-- Data extracts follows --

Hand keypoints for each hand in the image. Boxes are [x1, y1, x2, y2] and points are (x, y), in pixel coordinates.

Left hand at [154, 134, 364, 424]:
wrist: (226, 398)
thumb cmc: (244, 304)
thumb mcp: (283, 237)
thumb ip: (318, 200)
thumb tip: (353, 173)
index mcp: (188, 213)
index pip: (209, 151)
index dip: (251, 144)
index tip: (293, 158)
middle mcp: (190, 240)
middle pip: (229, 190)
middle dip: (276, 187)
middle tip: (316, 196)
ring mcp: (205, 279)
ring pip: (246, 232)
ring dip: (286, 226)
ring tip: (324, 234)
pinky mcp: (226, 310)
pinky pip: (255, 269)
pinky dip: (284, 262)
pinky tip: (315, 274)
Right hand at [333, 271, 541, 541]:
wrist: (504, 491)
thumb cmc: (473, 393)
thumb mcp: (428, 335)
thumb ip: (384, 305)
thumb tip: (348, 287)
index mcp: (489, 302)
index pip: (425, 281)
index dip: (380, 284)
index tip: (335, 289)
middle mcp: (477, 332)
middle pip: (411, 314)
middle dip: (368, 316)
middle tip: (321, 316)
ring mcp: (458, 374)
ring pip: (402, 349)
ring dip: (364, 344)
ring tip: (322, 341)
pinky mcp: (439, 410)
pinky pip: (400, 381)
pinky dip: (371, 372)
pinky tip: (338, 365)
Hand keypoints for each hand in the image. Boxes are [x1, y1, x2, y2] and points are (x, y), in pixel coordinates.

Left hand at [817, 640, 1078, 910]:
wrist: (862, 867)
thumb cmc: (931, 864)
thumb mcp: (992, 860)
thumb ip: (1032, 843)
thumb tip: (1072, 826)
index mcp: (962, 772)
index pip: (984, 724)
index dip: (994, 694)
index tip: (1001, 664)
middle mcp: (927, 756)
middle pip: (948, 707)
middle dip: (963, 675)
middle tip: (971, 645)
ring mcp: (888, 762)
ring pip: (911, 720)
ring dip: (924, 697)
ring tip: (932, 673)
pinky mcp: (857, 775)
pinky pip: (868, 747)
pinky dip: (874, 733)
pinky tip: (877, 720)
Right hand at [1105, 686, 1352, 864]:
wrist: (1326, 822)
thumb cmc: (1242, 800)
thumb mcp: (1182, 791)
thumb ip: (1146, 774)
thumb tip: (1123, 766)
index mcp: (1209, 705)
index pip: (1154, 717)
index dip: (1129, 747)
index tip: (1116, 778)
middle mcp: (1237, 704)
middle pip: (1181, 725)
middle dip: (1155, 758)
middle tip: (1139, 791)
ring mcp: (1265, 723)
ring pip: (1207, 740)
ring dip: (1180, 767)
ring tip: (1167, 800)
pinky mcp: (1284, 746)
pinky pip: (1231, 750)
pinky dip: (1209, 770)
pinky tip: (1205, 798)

-- Data extracts concluded --

Work task — Repeat the listing above exactly. Add nothing.

Output —
Hand keypoints for each hand in the image. Boxes are [x1, y1, x2, y2] and points are (x, y), in pixel coordinates.

Left hand at [154, 134, 364, 424]:
wrist: (226, 398)
thumb cmc: (244, 304)
thumb mcp: (283, 237)
thumb ip: (318, 200)
thumb tip: (353, 173)
index mcp: (188, 213)
index pip: (209, 151)
index dip: (251, 144)
index tip: (293, 158)
middle mcp: (190, 240)
middle pip: (229, 190)
middle dip: (276, 187)
middle tip: (316, 196)
ring mcp: (205, 279)
ring pip: (246, 232)
ring dip: (286, 226)
ring tip: (324, 234)
pinky mcp: (226, 310)
pinky pip: (255, 269)
pinky dip: (284, 262)
pinky tip: (315, 274)
Right hand at [333, 271, 541, 541]:
wrist: (504, 491)
thumb cmc: (473, 393)
thumb mcp: (428, 335)
thumb ip: (384, 305)
thumb tip: (348, 287)
index mcp: (489, 302)
index pip: (425, 281)
index dip: (380, 284)
index tip: (335, 289)
middle mcp: (477, 332)
middle pip: (411, 314)
middle dip: (368, 316)
middle tip: (321, 316)
ring mcp: (458, 374)
ring pip: (402, 349)
ring dip: (364, 344)
ring tip: (322, 341)
pinky mcp: (439, 410)
pinky pip: (400, 381)
pinky dip: (371, 372)
pinky tip: (338, 365)
Hand keypoints for each hand in the image. Boxes are [x1, y1, x2, y2] and points are (x, y), in pixel coordinates.

Left hand at [817, 640, 1078, 910]:
wrist: (862, 867)
thumb cmc: (931, 864)
thumb mcp: (992, 860)
thumb ip: (1032, 843)
thumb tip: (1072, 826)
index mcp: (962, 772)
index pip: (984, 724)
index dip: (994, 694)
index tip: (1001, 664)
middle mcp: (927, 756)
middle pip: (948, 707)
middle dip: (963, 675)
middle tip: (971, 645)
ring mcp: (888, 762)
ring pip: (911, 720)
ring dip: (924, 697)
ring tip: (932, 673)
pinky mcp: (857, 775)
pinky pip: (868, 747)
pinky dip: (874, 733)
pinky tip: (877, 720)
Right hand at [1105, 686, 1352, 864]:
wrist: (1326, 822)
thumb cmc: (1242, 800)
thumb mcp: (1182, 791)
thumb ip: (1146, 774)
thumb tip: (1123, 766)
index mcp: (1209, 705)
index pip: (1154, 717)
index dip: (1129, 747)
index tip: (1116, 778)
middle mcp: (1237, 704)
middle pip: (1181, 725)
middle dip: (1155, 758)
middle tip: (1139, 791)
ring mcp: (1265, 723)
ring pip: (1207, 740)
ring dip: (1180, 767)
ring tip: (1167, 800)
pinky mcp: (1284, 746)
pinky pip: (1231, 750)
pinky dip: (1209, 770)
pinky tip: (1205, 798)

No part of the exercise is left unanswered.